Além do papel social, eles também demonstram preocupação com a sobrevivência do ecossistema de empresas. “O hunting existe porque não dá tempo das empresas esperarem os profissionais se formarem. Mas é preciso dosar a mão no hunting para não prejudicar empresas que ainda estão em desenvolvimento. Às vezes, chega uma companhia grande e tira tanta gente de uma pequena que inviabiliza seu funcionamento”, diz Daniel Costa, co-fundador e head of people da Take Blip.

Contratação sem fronteiras

Outra forma de suprir a necessidade de gente de TI é derrubando as fronteiras geográficas. O profissional de tecnologia, muito mais do que os de outras áreas, já era adepto do home office. Com a pandemia, esse formato se consolidou e permitiu que as empresas contratassem gente de todos os lugares.

“Hoje, podemos olhar para o mundo inteiro como um banco de currículos para explorar e importar. Contratamos gente de todos os lugares.

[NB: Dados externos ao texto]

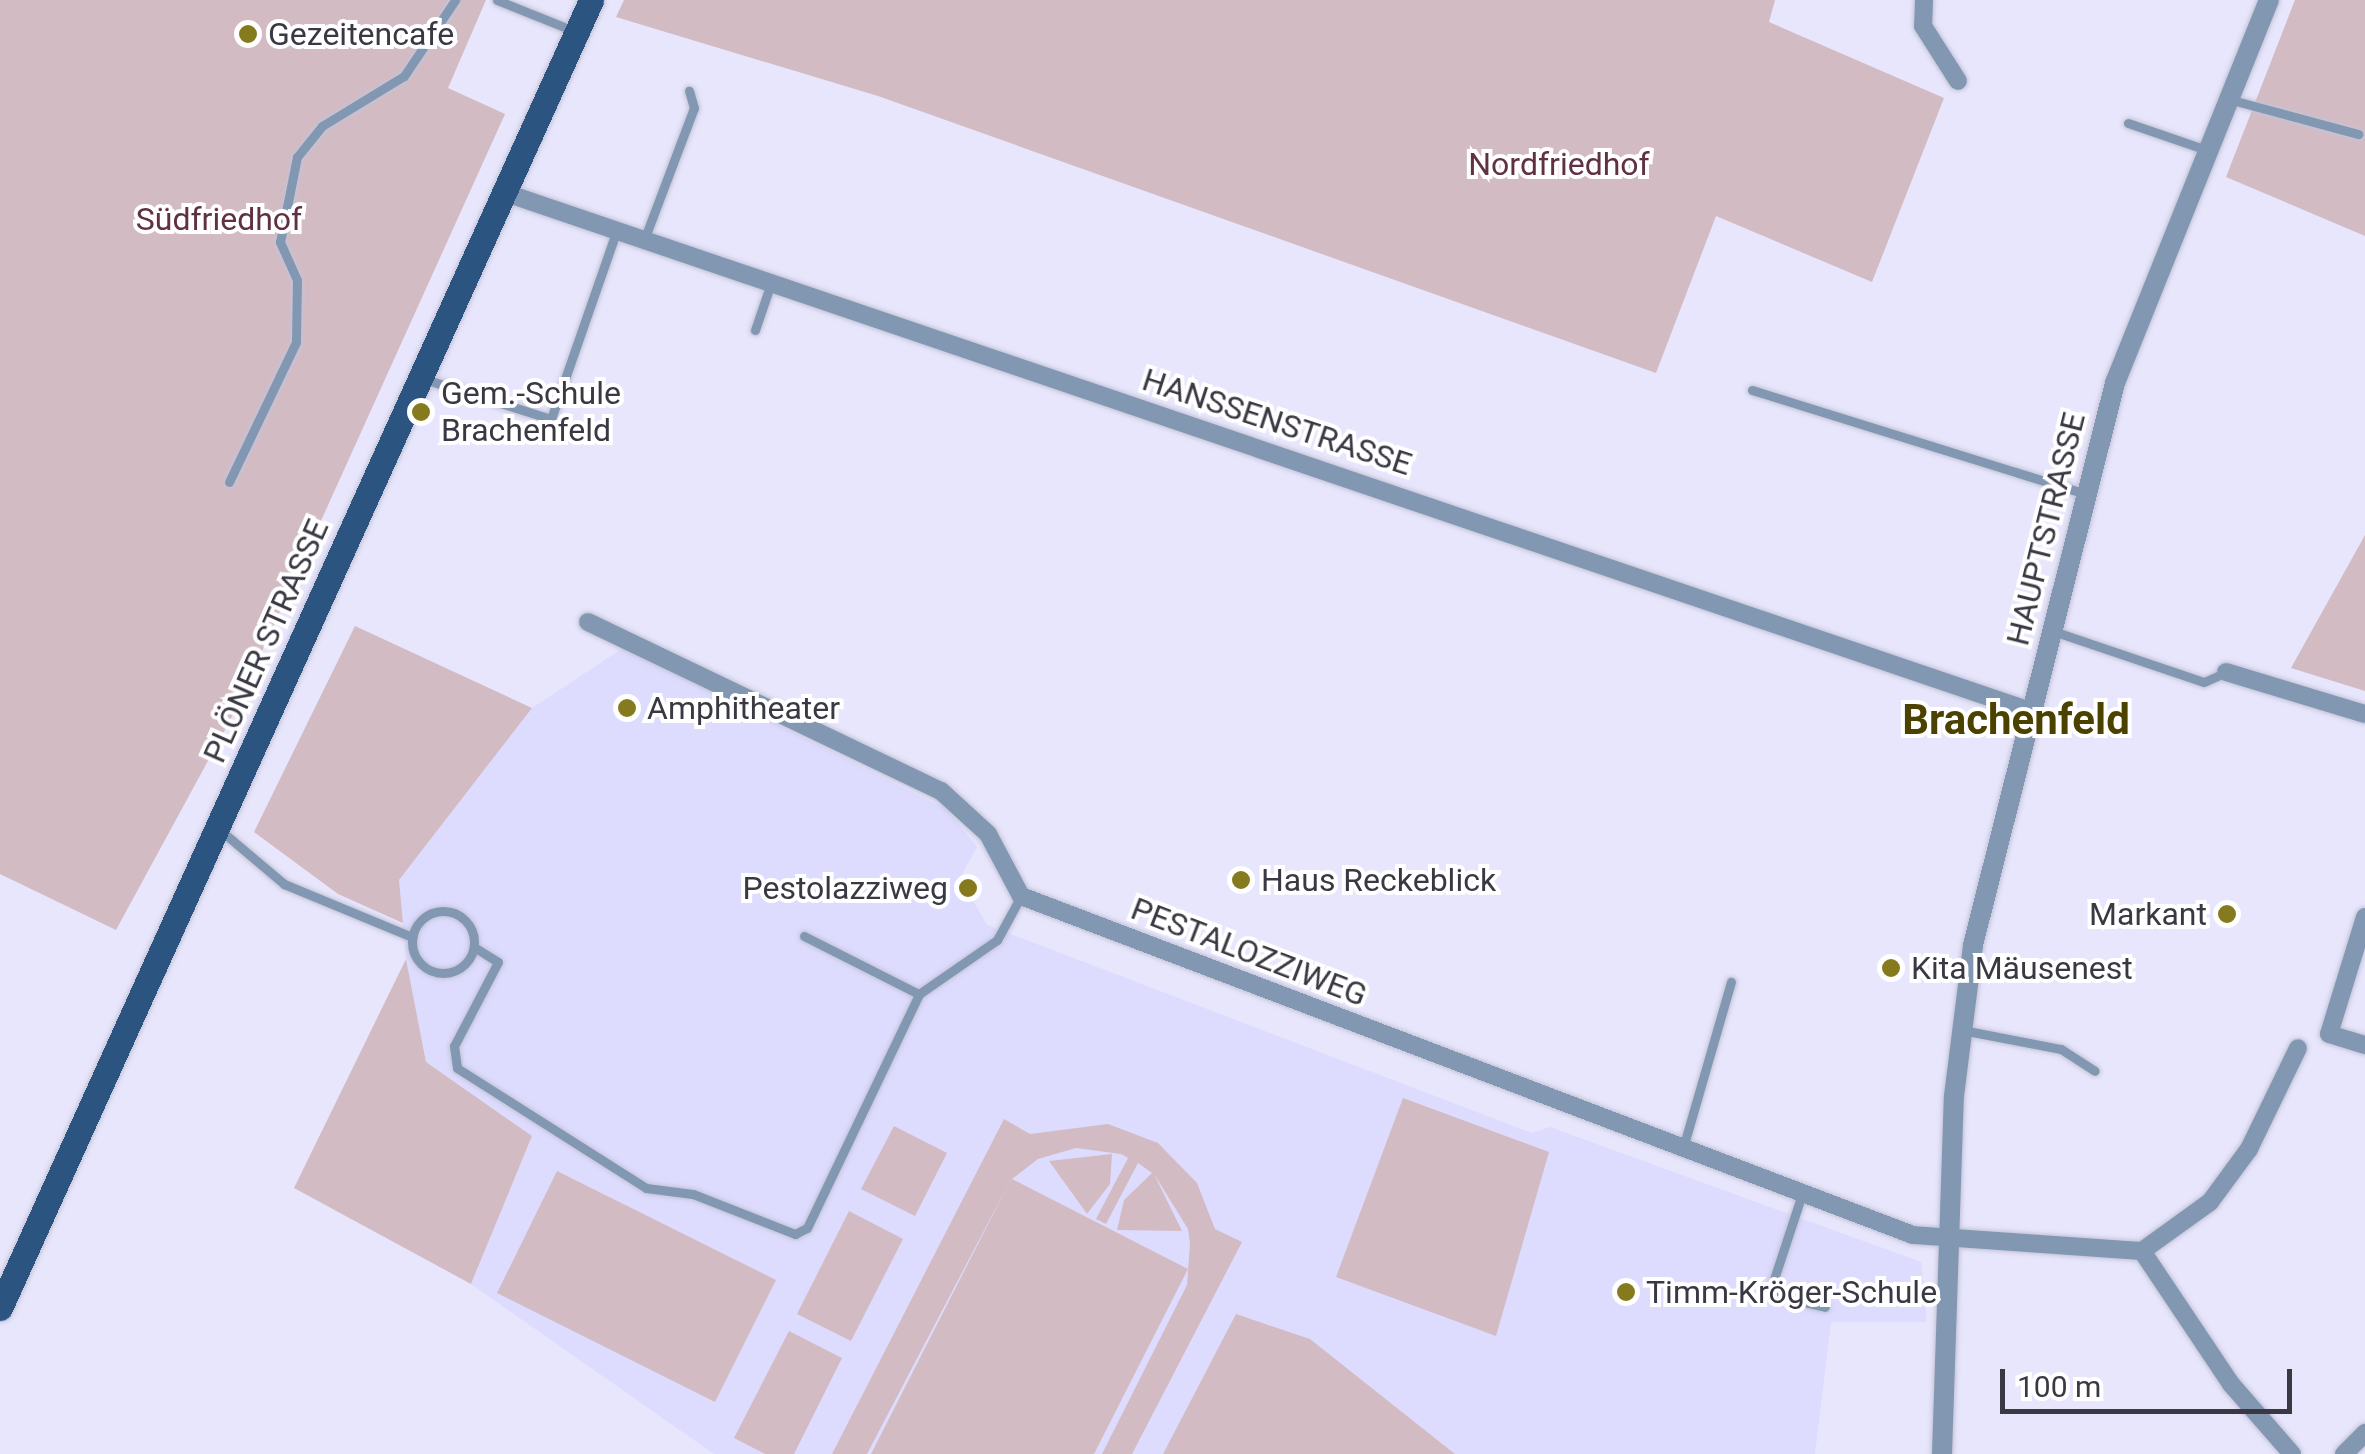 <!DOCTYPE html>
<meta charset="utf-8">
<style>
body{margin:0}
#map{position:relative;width:2365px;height:1454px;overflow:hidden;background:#e7e6fc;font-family:Roboto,sans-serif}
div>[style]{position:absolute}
.built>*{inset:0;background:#dddcff}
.green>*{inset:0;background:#d3bbc3}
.roads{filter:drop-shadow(0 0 2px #c4c3d7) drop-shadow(0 0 2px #c4c3d7)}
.service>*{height:9px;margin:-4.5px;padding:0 4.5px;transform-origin:4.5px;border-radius:4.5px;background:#8298b2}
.service>.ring{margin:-4.5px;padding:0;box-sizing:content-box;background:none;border:9px solid #8298b2;border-radius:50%}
.minor>*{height:18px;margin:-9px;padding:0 9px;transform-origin:9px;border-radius:9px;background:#8298b2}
.tertiary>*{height:20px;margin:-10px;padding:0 10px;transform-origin:10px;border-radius:10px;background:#8298b2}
.primary>*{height:25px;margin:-12.5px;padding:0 12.5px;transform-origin:12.5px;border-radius:12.5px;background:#2b5481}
.dots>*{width:28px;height:28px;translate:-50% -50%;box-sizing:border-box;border:5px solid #fff;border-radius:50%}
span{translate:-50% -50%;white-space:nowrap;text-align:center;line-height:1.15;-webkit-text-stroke:8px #fff;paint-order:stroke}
.poi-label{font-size:32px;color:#393843}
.left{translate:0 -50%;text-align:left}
.right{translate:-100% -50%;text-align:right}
.park-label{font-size:32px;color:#603043}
.street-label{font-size:32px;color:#393843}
.district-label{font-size:42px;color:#4b4200;font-weight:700}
.scale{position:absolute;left:2000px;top:1369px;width:292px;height:45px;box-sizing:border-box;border:5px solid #393843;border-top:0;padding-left:12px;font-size:30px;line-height:35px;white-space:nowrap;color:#393843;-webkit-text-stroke:8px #fff;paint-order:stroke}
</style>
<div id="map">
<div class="built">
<i style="clip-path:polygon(623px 648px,948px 810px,977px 847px,960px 878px,987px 925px,1532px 1133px,1550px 1127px,1921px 1262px,1927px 1322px,1831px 1322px,1815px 1454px,1455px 1454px,1310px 1339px,1237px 1315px,1163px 1454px,714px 1454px,471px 1284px,532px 1136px,426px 1062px,406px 959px,399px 880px,532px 708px)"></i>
</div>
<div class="green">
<i style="clip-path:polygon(0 0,486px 0,448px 88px,505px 114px,234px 713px,116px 930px,0 874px)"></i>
<i style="clip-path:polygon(624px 0,1775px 0,1769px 22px,1944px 98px,1872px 282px,1716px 216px,1656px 373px,878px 96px,616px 17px)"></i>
<i style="clip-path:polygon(2295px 0,2365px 0,2365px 236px,2226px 177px)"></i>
<i style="clip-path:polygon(2365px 535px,2365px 691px,2291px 668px)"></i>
<i style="clip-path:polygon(355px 626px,532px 708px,399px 880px,403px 923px,338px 894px,254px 832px)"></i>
<i style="clip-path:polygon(406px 959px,426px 1062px,532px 1136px,471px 1284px,294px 1188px)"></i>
<i style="clip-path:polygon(1403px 1098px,1549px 1152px,1496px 1336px,1336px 1277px)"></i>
<i style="clip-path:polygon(1004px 1119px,1030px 1134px,1108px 1124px,1158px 1143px,1197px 1183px,1215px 1229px,1242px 1242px,1132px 1454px,1102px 1454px,1187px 1285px,1190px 1244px,1188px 1229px,1154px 1174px,1182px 1231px,1117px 1230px,1124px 1200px,1152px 1173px,1138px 1163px,1106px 1224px,1096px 1219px,1128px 1158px,1121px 1154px,1076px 1148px,1038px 1159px,1012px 1179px,1188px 1269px,1094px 1454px,871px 1454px,1011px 1179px,867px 1454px,832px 1454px)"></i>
<i style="clip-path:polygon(894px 1126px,947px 1153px,915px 1216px,861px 1189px)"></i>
<i style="clip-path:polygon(1112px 1154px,1110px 1184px,1087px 1214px,1049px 1161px)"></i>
<i style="clip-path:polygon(557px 1171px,776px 1280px,715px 1402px,497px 1293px)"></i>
<i style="clip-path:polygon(849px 1211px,903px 1239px,851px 1341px,797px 1314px)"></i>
<i style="clip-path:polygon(1236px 1314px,1310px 1339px,1455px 1454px,1163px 1454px)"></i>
<i style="clip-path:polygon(789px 1331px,842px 1358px,794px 1454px,765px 1454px,734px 1438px)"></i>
</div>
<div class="roads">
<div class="service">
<i style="left:497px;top:0;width:83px;rotate:21.9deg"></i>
<i style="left:2232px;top:100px;width:131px;rotate:15.1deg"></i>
<i style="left:2128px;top:123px;width:87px;rotate:18.9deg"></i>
<i style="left:644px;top:240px;width:141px;rotate:-69.3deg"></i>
<i style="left:694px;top:108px;width:18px;rotate:-106deg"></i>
<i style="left:755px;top:330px;width:50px;rotate:-71.2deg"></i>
<i style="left:421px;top:378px;width:136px;rotate:17.5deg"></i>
<i style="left:551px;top:419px;width:198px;rotate:-70.8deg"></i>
<i style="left:1752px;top:390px;width:346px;rotate:17.3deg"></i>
<i style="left:229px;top:482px;width:155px;rotate:-64.4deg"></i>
<i style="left:296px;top:342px;width:62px;rotate:-89.1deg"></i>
<i style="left:297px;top:280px;width:42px;rotate:-114.1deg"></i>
<i style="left:280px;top:242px;width:87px;rotate:-78.7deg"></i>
<i style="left:297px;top:157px;width:40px;rotate:-51deg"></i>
<i style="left:322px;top:126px;width:96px;rotate:-31.4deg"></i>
<i style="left:404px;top:76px;width:92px;rotate:-56.1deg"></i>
<i style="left:2053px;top:631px;width:159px;rotate:18.7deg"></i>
<i style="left:2204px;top:682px;width:24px;rotate:-24deg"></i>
<i style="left:219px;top:829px;width:85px;rotate:40.2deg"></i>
<i style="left:284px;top:884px;width:139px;rotate:22.5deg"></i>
<i class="ring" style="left:412px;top:911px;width:53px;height:53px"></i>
<i style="left:804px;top:936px;width:129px;rotate:26.8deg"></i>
<i style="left:474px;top:947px;width:28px;rotate:32deg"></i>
<i style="left:498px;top:962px;width:95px;rotate:117.6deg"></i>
<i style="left:454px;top:1046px;width:22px;rotate:82deg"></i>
<i style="left:457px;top:1068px;width:224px;rotate:32.4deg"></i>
<i style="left:646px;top:1188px;width:47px;rotate:7.3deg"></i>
<i style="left:693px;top:1194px;width:110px;rotate:21.4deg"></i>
<i style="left:795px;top:1234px;width:13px;rotate:-27deg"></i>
<i style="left:807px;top:1228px;width:259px;rotate:-64.4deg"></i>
<i style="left:919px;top:994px;width:95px;rotate:-34.7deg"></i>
<i style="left:997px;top:940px;width:50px;rotate:-61.4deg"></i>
<i style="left:1962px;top:1030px;width:101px;rotate:10.9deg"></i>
<i style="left:2061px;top:1049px;width:40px;rotate:32.9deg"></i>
<i style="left:1683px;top:1148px;width:173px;rotate:-73.9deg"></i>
<i style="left:1802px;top:1194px;width:93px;rotate:108.2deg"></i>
<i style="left:1773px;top:1282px;width:18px;rotate:56deg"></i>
<i style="left:1783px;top:1297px;width:43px;rotate:13.4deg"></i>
</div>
<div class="minor">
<i style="left:1924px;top:0;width:26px;rotate:92deg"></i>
<i style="left:1923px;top:26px;width:65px;rotate:57.5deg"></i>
<i style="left:503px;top:192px;width:1613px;rotate:18.77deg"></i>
<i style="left:588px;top:622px;width:391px;rotate:25.6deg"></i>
<i style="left:941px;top:791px;width:64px;rotate:42.5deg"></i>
<i style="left:988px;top:834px;width:70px;rotate:62deg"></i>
<i style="left:1021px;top:896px;width:954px;rotate:20.81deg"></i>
<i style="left:1913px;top:1235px;width:230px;rotate:4deg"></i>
<i style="left:2142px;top:1251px;width:160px;rotate:56.2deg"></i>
<i style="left:2231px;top:1384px;width:93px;rotate:48.9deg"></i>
<i style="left:2226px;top:672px;width:145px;rotate:16.8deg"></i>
<i style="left:2365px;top:917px;width:122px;rotate:107.1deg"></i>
<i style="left:2329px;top:1034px;width:38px;rotate:17deg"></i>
<i style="left:2142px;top:1251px;width:84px;rotate:-35.8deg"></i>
<i style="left:2210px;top:1202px;width:66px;rotate:-53.7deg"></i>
<i style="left:2249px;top:1149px;width:112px;rotate:-64.1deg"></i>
<i style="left:2344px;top:1454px;width:30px;rotate:-45deg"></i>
</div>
<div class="tertiary">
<i style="left:1942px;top:1454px;width:358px;rotate:-88.1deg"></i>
<i style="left:1954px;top:1096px;width:152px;rotate:-82.8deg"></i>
<i style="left:1973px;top:945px;width:580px;rotate:-75.82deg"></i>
<i style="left:2115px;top:383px;width:413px;rotate:-68.1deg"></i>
</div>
<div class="primary">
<i style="left:0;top:1308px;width:1435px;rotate:-65.68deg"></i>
</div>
</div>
<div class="dots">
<i style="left:248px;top:34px;background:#867a1f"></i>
<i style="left:421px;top:412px;background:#867a1f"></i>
<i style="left:627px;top:708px;background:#867a1f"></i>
<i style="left:1241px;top:880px;background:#867a1f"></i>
<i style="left:968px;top:888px;background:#867a1f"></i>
<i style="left:2227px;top:914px;background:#867a1f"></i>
<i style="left:1891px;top:968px;background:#867a1f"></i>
<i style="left:1626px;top:1292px;background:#867a1f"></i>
</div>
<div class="poi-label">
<span class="left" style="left:268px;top:34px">Gezeitencafe</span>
<span class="left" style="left:441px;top:412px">Gem.-Schule<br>Brachenfeld</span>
<span class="left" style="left:647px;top:708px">Amphitheater</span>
<span class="left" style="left:1261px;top:880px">Haus Reckeblick</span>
<span class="right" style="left:948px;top:888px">Pestolazziweg</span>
<span class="right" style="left:2207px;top:914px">Markant</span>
<span class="left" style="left:1911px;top:968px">Kita Mäusenest</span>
<span class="left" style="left:1646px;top:1292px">Timm-Kröger-Schule</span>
</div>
<div class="park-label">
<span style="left:1559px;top:164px">Nordfriedhof</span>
<span style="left:219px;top:219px">Südfriedhof</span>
</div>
<div class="street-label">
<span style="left:1277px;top:422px;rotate:18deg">HANSSENSTRASSE</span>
<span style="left:2046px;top:529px;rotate:-76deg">HAUPTSTRASSE</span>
<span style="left:266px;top:641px;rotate:-66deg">PLÖNER STRASSE</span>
<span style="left:1249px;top:952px;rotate:21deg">PESTALOZZIWEG</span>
</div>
<div class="district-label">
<span style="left:2016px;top:720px">Brachenfeld</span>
</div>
<div class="scale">100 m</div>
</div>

O modelo remoto abre fronteiras e permite que a pessoa trabalhe no interior, em outra cidade ou Estado”, afirma Juliano Becker, líder de pessoas da Pagar.me, empresa de pagamentos da Stone.

Apesar de não haver fronteiras para contratação, ele diz que a preferência é por profissionais brasileiros. “Queremos melhorar a capacitação da mão-de-obra daqui, ajudando o mercado e fomentando o conhecimento.”

Na Park Education, a busca por profissionais vai além do Brasil. “Também buscamos no exterior”, diz Eduardo Pacheco, Co-CEO e Co-Founder da rede de franquias de ensino de idiomas. “Não damos [capacitação], pois a curva de aprendizagem seria longa demais.”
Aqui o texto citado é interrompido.